Keypoint text descriptions
_ _ _ _ _

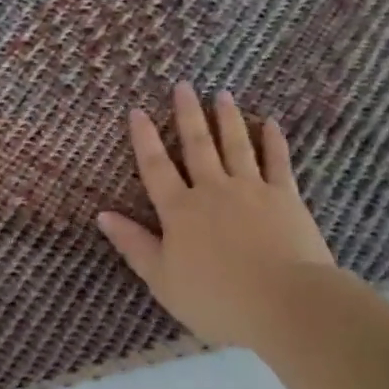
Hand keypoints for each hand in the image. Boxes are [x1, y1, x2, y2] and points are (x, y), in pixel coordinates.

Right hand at [98, 83, 336, 350]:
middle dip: (187, 115)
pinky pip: (278, 162)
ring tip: (221, 94)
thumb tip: (102, 215)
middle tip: (182, 86)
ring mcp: (251, 190)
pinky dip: (274, 142)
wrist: (284, 303)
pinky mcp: (286, 197)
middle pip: (197, 146)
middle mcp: (213, 190)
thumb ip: (133, 244)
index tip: (137, 110)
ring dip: (227, 118)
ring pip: (236, 145)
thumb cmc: (216, 299)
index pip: (156, 167)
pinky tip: (270, 124)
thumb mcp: (162, 279)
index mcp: (180, 211)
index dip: (144, 139)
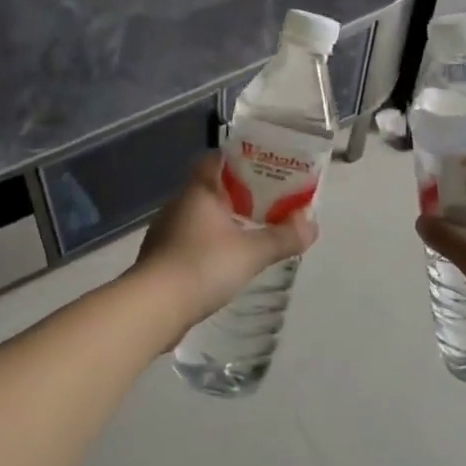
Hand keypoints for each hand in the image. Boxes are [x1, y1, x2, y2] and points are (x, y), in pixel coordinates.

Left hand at [137, 154, 317, 326]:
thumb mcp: (252, 252)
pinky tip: (225, 261)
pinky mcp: (162, 257)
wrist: (153, 307)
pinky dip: (210, 244)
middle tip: (269, 202)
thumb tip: (312, 223)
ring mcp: (167, 230)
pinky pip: (192, 240)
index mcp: (199, 190)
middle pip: (212, 187)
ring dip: (225, 220)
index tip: (265, 167)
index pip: (217, 159)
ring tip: (252, 232)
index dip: (241, 159)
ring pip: (201, 216)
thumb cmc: (203, 266)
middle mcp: (180, 203)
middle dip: (240, 193)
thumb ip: (283, 237)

_ _ _ _ _

Copy out the lines above, from the one holding "thumb mcp: (252, 252)" through the final line, with no other lines.

thumb mcp: (252, 252)
pinky tip: (225, 261)
pinky mcp: (162, 257)
wrist: (153, 307)
pinky dip: (210, 244)
middle tip: (269, 202)
thumb tip: (312, 223)
ring mcp: (167, 230)
pinky pip: (192, 240)
index mcp: (199, 190)
middle pip: (212, 187)
ring dip: (225, 220)
index tip: (265, 167)
index pip: (217, 159)
ring tip: (252, 232)
index dip: (241, 159)
ring pip: (201, 216)
thumb cmc: (203, 266)
middle mcp: (180, 203)
middle dip: (240, 193)
thumb ip: (283, 237)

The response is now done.